Labor market remains hot
However, the labor market remains hot, with the unemployment rate announced today at 6.5%, the lowest level since the Eurozone was founded in 1999. Wage growth has begun to decline cautiously but remains high, potentially tightening the labor market. In addition to it. This could result in inflation falling more slowly than the ECB expected. However, with the central bank's own inflation forecast falling to 2% next year and 1.9% in 2026, the labor market is unlikely to slow down rate cuts much.
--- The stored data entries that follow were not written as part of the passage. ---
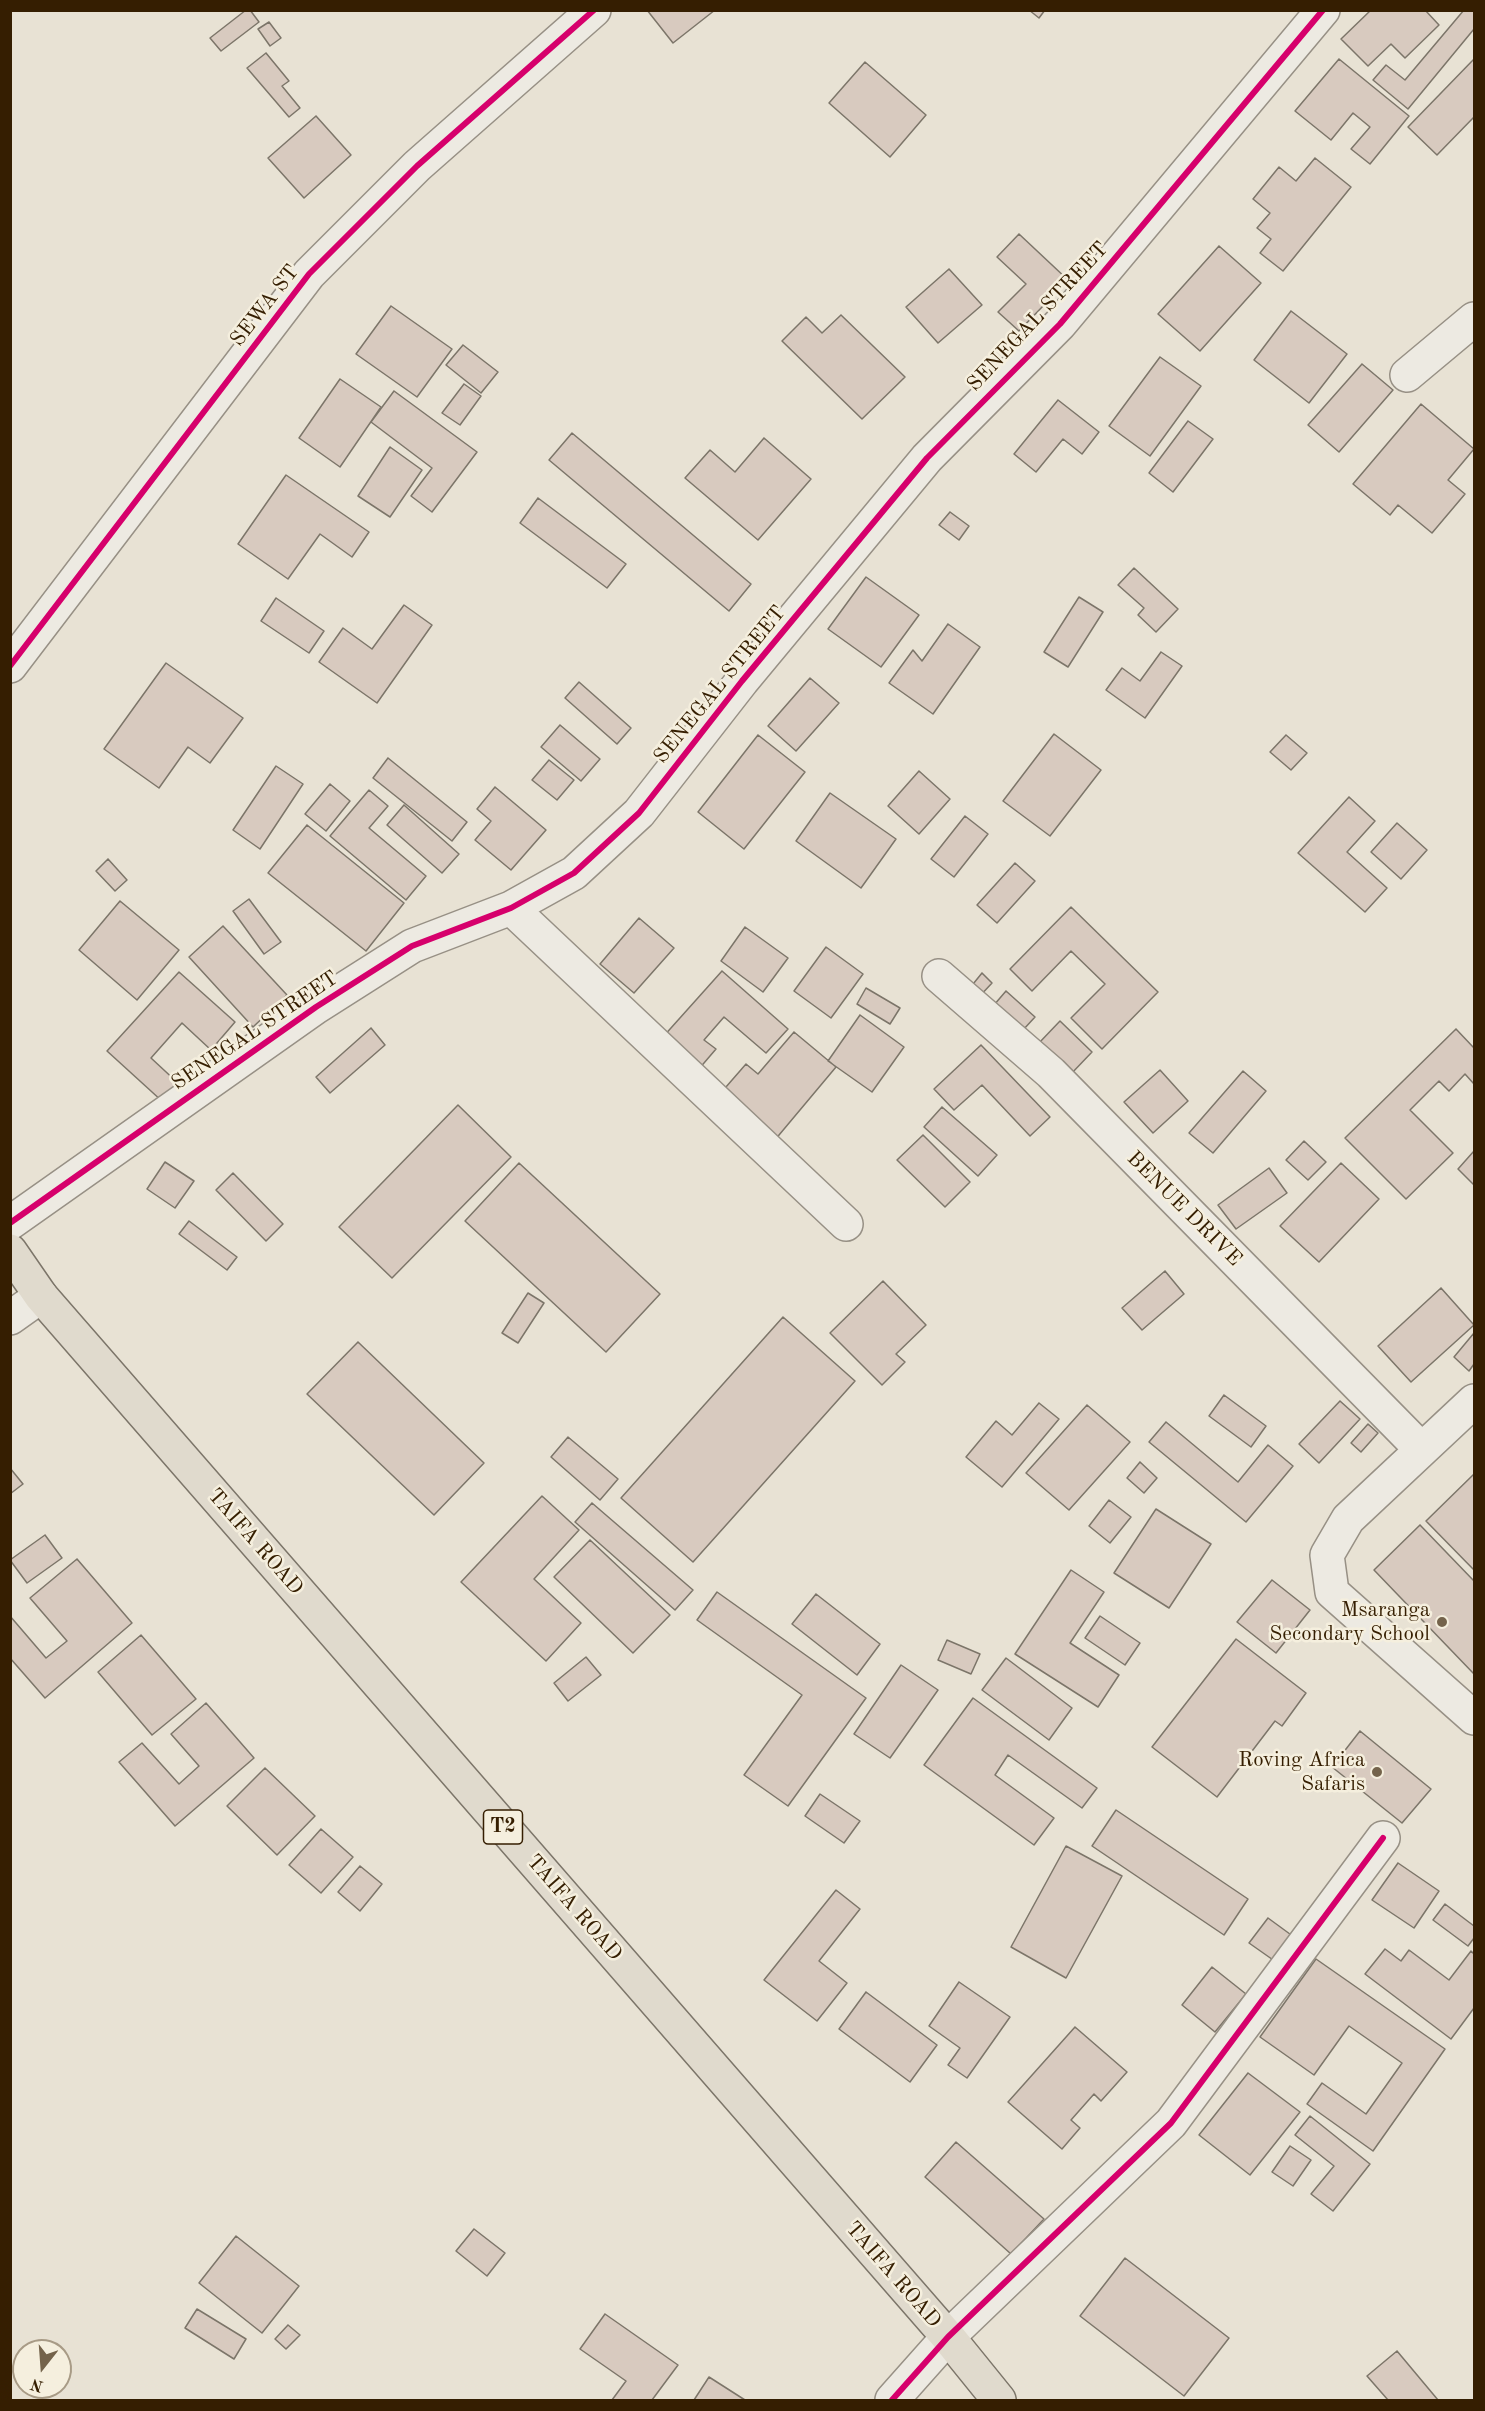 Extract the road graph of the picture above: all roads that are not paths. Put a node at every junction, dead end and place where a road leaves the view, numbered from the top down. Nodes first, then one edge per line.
1 (594, 10) edge
2 (1323, 10) edge
3 (1474, 319) edge
4 (1407, 375) dead end
5 (10, 666) edge
6 (512, 908) junction
7 (939, 976) dead end
8 (10, 1223) edge
9 (846, 1224) dead end
10 (10, 1251) edge
11 (41, 1296) junction
12 (10, 1318) edge
13 (1474, 1401) edge
14 (1420, 1449) junction
15 (1474, 1718) edge
16 (1383, 1838) dead end
17 (948, 2337) junction
18 (892, 2400) edge
19 (999, 2400) edge

1 - 5 street, SEWA ST
2 - 6 street, SENEGAL STREET
3 - 4 street
6 - 8 street, SENEGAL STREET
6 - 9 street
7 - 14 street, BENUE DRIVE
10 - 11 highway, TAIFA ROAD / T2
11 - 12 street
11 - 17 highway, TAIFA ROAD / T2
13 - 14 street
14 - 15 street
16 - 17 street
17 - 18 street
17 - 19 highway, TAIFA ROAD / T2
We believe that continued tight labor markets will limit the amount of cuts the ECB ultimately makes. This year, the total is expected to be 0.75%.
At first glance, this appears to open the door for a rate cut in April, but the ECB is unlikely to act this month. Further data on wage growth is due in May and the ECB needs to be confident of its path. In President Lagarde's own words:We'll know a little more in April, and even more in June.” Also, the economy is not in recession and the unemployment rate is at an all-time low.
While today's indicators are certainly encouraging, the ECB is in no hurry to cut interest rates this month. We believe that June will be the time for the ECB to begin cautiously lowering interest rates.